Subject is pregnant, may be pregnant, lactating or planning to be pregnant
Any suicidal ideation with intent, with or without a plan within 6 months before Visit 2 (i.e., answering "Yes" to questions 4 or 5 in the Suicidal Ideation section of the age- specific Columbia-Suicide Severity Rating Scale (C-SSRS) in subjects aged 6 and above who are able to be evaluated
Any suicidal behavior within 2 years before Visit 2 (i.e., answering YES to any question in the Suicidal behavior section of the age-specific Columbia-Suicide Severity Rating Scale (C-SSRS) in subjects aged 6 and above who are able to be evaluated.
Evidence of significant active hepatic disease. Stable elevations of liver enzymes (alanine aminotransferase (ALT), and aspartate aminotransferase (AST)) due to concomitant medication(s) will be allowed if they are <3 x ULN
Subject with total bilirubin [TBL] >2 x ULN (except for Gilbert's syndrome).
Active viral hepatitis (B or C) as demonstrated by positive serology at the Screening visit (Visit 1)
History of positive antibody/antigen test for human immunodeficiency virus (HIV)
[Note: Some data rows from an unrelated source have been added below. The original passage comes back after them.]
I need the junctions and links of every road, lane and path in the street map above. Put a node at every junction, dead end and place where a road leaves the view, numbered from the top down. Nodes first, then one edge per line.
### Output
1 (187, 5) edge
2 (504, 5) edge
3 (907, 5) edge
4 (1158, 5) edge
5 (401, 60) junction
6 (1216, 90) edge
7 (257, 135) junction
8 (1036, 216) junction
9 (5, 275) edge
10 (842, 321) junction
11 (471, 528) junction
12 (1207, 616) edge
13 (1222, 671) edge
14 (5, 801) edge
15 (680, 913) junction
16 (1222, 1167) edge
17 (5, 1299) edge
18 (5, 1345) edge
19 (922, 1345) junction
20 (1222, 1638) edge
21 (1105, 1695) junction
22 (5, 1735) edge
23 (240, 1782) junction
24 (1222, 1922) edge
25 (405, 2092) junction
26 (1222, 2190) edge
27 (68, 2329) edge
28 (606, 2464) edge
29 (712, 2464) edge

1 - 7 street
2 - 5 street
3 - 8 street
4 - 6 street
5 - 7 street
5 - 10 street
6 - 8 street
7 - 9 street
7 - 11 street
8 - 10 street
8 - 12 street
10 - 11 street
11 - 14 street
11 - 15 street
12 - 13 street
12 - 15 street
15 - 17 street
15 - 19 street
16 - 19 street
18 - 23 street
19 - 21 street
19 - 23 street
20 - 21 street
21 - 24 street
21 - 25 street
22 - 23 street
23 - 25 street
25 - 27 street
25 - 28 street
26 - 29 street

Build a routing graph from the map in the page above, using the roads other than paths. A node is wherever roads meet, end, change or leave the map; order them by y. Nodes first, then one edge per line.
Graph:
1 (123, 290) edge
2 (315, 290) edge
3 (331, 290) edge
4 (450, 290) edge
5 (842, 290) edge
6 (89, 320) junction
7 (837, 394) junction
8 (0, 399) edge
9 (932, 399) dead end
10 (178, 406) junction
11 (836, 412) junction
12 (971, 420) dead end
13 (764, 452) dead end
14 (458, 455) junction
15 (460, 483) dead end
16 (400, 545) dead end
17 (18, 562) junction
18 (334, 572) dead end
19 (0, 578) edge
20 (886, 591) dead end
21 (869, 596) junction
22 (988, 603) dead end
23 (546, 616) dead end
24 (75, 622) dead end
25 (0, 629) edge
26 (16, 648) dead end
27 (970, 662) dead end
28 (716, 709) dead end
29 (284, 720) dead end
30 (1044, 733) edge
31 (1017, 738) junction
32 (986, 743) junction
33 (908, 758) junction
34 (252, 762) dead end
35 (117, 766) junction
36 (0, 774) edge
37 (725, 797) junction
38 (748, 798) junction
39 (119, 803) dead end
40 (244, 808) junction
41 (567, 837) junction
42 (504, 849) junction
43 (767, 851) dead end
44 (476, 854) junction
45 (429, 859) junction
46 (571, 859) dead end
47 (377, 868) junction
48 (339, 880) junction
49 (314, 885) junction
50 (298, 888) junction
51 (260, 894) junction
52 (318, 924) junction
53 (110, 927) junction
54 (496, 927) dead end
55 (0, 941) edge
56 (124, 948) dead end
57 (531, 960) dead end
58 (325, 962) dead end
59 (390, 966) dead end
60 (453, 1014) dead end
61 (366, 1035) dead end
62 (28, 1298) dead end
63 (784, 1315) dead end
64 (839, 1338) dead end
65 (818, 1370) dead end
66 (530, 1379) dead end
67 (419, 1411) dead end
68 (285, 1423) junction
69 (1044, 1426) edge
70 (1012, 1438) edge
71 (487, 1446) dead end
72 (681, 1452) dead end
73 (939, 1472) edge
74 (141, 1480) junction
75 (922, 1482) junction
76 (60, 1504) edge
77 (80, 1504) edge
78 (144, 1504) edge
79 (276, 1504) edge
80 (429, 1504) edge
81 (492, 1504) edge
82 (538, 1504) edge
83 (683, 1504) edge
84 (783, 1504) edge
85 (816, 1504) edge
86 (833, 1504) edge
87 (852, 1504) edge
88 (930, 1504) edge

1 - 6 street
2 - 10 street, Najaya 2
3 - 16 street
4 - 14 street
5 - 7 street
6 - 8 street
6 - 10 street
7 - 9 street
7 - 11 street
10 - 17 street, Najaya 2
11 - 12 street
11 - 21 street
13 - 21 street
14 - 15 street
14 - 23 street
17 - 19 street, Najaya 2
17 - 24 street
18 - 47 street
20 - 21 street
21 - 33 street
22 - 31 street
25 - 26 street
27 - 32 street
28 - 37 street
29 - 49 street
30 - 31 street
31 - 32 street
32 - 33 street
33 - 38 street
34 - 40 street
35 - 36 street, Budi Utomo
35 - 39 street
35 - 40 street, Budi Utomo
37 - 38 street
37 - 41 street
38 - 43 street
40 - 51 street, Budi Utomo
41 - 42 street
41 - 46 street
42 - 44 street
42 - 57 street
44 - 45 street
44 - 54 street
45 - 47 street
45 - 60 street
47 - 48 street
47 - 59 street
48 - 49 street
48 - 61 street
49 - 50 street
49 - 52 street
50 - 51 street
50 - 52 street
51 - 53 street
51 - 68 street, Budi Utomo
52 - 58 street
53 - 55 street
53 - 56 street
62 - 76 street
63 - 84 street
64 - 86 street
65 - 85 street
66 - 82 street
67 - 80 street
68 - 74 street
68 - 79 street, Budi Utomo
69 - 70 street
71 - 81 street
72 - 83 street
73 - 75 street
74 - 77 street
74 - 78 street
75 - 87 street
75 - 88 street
If taking Epidiolex, subject may not use other approved cannabidiol or over the counter cannabidiol products
Scheduled for epilepsy-related surgery, VNS insertion, or any other stimulators/surgery during the projected course of the study
Subject who has taken or used any investigational drug or device in the 4 weeks prior to the screening visit (Visit 1)
Concomitant use of medications known to be strong inducers of cytochrome P450 (CYP3A) including, but not limited to: phenobarbital, phenytoin, carbamazepine, primidone, rifampin, troglitazone, St. John's Wort, efavirenz, nevirapine, glucocorticoids (other than topical usage), modafinil, pioglitazone, and rifabutin
Evidence of cardiac disease, including unstable angina, myocardial infarction, within the past 2 years, uncontrolled heart failure, major arrhythmias, congenital short QT syndrome
Subject with a short QTc interval (<340 msec) or long QTc interval (>460 msec) as confirmed by a repeated electrocardiogram (ECG)
Benzodiazepine rescue administered on average more than once a week in the month before Visit 1
Previous exposure to carisbamate or sensitivity/allergy to components of the oral suspension.